2022 second-round draft pick Luke Goedeke, out of Central Michigan, can play the right-side tackle position. Throw into the mix this year’s second-round draft pick out of North Dakota State, Cody Mauch. Not only has Mauch played some left and right tackle, but in the Senior Bowl he slid inside and played guard. He can also play center, so you can see why the Bucs like him so much. He can slide in up and down the line if need be. At worst, you get a high-energy guy with strength that can back up any line position. In short, Licht has done it again. What looked like a possible sore spot has turned into a strength. These two players, more than any other; (besides T. Wirfs), made this switcheroo possible. Expect to see Mr. Wirfs knocking around defensive right tackles and ends here — real soon.
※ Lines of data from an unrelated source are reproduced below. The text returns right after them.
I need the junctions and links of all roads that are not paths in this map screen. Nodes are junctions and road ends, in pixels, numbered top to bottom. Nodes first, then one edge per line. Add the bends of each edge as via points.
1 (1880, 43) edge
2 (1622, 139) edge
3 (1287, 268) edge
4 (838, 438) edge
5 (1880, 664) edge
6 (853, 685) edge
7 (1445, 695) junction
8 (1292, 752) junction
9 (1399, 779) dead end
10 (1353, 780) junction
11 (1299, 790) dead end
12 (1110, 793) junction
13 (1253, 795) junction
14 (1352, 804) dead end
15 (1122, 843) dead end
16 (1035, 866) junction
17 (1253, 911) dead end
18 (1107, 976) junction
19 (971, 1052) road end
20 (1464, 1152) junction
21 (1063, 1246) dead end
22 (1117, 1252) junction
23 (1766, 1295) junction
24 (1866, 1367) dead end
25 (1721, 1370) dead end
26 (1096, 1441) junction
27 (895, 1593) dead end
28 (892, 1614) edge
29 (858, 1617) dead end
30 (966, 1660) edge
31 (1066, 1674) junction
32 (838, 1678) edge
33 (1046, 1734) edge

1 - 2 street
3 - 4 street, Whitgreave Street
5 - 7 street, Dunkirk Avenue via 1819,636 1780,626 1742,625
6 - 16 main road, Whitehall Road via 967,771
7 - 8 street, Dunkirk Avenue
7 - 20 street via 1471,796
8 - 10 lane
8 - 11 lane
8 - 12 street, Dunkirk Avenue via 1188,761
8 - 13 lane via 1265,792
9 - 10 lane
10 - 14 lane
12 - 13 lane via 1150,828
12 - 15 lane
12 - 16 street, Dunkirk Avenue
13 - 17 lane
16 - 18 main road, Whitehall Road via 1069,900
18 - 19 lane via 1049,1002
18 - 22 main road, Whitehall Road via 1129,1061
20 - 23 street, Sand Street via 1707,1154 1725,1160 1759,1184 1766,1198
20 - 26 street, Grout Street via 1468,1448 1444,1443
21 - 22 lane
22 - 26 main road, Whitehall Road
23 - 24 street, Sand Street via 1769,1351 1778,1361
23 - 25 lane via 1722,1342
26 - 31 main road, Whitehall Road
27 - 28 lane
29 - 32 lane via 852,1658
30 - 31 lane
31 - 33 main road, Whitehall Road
Jason Licht: The jury is out.

There is one thing that this organization must do and do well. Year in and year out, if it wants to get back to firm respectability and a threat in the playoffs. Jason Licht and company must do above average to stellar in every draft for the next three to five seasons and beyond. Champions are built through the draft, and although free agency plays its part, the draft stocks the majority of the team. It’s possible to make a quick turnaround within a few years, being that you do very well in each draft. The Eagles turned it around in less than four seasons. It’s often easy to tell right away with some draft picks that they are going to pay off; with others, it may take several seasons, so the jury is always out. This could end up being another very good draft for our General Manager. Often it is not who is chosen in the first two rounds but rather who is chosen in the next five that will dictate success. In the early rounds, everyone knows who the studs are. It’s identifying the gems in the later rounds that can really pay off — those players more than the early picks — the jury stays out longer for them. In addition, the lower the pick, the less the contract, so getting great contributing talent at a lower price for four seasons (all rookie contracts are 4-years in length) is a bonus as well. Go Bucs!!